As soon as I turned away from the vista and stepped back into the trees, the wind fell away and with it any chill that had crept in.  It was, quite literally, all downhill from there to the car and I took advantage of that trajectory to settle back into an actual run.  Snow took some of the physical punishment out of this stretch of trail by padding the usually rocky footing and allowing me to move along briskly, sometimes running, sometimes glissading.

I paused just long enough to snap one last intersection photo and then barreled the rest of the way down the Horseshoe Trail toward Hammer Creek and the final approach to where the car awaited my return.


I can't say how far I traveled, as my GPS was still sitting at home wondering why it hadn't made the trip.  Suffice to say, the mileage wasn't as far as my body was suggesting.

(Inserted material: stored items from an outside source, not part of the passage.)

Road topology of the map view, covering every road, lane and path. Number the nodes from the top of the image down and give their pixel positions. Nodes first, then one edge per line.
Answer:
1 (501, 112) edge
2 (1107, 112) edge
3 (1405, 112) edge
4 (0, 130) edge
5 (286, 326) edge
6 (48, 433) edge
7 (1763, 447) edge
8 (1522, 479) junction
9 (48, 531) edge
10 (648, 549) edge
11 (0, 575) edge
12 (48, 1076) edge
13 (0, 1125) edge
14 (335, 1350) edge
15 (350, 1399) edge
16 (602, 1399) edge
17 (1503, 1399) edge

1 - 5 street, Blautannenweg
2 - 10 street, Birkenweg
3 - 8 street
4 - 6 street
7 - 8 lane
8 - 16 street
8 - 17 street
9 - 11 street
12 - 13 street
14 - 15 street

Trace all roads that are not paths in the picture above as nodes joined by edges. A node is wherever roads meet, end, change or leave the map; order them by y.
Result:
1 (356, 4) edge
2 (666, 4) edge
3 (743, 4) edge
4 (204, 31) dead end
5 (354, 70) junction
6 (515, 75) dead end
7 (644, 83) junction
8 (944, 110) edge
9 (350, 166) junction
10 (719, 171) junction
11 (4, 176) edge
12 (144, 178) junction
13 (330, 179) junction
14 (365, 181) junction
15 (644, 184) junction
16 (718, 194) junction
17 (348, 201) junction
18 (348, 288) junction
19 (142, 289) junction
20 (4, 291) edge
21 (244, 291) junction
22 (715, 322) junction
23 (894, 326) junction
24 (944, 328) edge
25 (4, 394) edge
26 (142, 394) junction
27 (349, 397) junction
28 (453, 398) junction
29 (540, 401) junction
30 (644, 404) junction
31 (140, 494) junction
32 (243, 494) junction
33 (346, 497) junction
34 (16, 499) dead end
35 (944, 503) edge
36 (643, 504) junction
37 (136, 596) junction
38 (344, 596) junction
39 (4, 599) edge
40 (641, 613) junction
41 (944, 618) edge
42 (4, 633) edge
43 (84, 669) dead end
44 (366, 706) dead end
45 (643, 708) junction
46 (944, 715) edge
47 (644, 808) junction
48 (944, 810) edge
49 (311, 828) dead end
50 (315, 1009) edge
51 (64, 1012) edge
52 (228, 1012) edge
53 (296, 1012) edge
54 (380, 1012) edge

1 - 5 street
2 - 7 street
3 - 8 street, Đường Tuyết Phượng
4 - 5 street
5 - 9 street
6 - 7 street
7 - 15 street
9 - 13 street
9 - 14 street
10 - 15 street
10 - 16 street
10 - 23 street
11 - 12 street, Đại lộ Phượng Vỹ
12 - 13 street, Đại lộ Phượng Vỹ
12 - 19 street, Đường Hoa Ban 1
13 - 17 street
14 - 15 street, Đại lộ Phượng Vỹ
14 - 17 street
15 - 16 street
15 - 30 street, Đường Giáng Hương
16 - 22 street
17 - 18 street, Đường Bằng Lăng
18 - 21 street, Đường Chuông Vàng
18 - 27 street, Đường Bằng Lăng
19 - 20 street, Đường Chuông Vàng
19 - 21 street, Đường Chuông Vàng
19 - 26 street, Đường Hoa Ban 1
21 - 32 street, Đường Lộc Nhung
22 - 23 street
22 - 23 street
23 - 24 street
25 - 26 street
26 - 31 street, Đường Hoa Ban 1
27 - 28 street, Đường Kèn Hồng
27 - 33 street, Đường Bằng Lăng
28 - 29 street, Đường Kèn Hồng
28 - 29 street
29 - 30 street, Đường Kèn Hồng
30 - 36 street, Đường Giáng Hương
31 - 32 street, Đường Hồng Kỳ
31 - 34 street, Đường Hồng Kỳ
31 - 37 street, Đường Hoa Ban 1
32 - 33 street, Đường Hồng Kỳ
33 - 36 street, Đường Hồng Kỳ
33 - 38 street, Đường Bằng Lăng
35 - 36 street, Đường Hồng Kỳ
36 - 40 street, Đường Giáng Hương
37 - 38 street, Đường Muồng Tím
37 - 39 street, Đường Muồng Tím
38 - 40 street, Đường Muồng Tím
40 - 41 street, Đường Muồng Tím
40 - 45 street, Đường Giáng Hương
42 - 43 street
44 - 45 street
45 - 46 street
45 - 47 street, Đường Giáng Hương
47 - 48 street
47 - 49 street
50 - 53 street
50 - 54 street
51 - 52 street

There's no device known to me that can measure how much ground the mind covers. I don't ever set out with a specific distance goal for my thoughts, but I can tell when a given workout has been a good one for my body AND my mind.

The legs are done in, the quads quiver.  The brain?  It's smiling.

I settled into the driver's seat, turned the key and, as the car freed itself from the lot and powered back onto 322, my body ached and the smile in my mind  grew wide.

1.17.2014

constantly bee.


"Everything in nature invites us constantly to be what we are."

-Gretel Ehrlich

----------------------

Work, even work that you love, has a curious way of graduating from task to taskmaster, pushing us in whatever direction it chooses, sometimes by wheedling us with little victories to make it feel as though something is actually being accomplished and hence one MUST keep striving even harder.  Other times it simply tightens the figurative screws with deadlines and unspoken threats of the consequence of not plodding on.

My work screws get tightened every January.  No getting around it as competing priorities bottleneck.  Throughout most of the year which chore comes next is normally obvious and while they may not assemble in agreeable single file, my various duties, for the most part, do align in at least semi-orderly fashion.

But not in January.

I equate the first month of the year with regards to my work schedule to my driveway,  my family's two cars and the two cars owned by the tenants to whom we rent out our second floor.  Most days, the individual automobiles come and go freely without any obstacle, but every now and again, there's a car parked in the lane while its driver unloads groceries, a car idling in the road waiting to deliver its impatient, worn-out inhabitant from a day punching the cliche out of some clock, and another car waiting in the back with a passenger eager to escape to anywhere else but there.

Gridlock.

January.

The year wasn't even a week old and that old familiar weight was back.  Adding to the heaviness, there was snow and ice on the ground and temperatures were holding well below freezing with sustained winds that made it feel even colder.

I'm oddly fond of the cold anyway, but, regardless, the weekend would find me out of doors no matter the conditions as I desperately needed to expose my senses to something other than a monitor's glow, the obnoxious ring of a telephone, the bland scent of instant coffee being reheated (yet again) and the smooth, texture-less touch of keyboard keys.

My name had been added to the roster of a nearby trail race, but, not longing for only-talking-about-running company, directive flagging or stocked aid-stations, that entry was spurned for the lure of the percussive crunching of two and only two feet punching through crusted over snow, an unaccompanied, taxing uphill clamber and the nothingness-and-allness-all-at-once of a forest trail barren of billboards, traffic, machinery and chatter.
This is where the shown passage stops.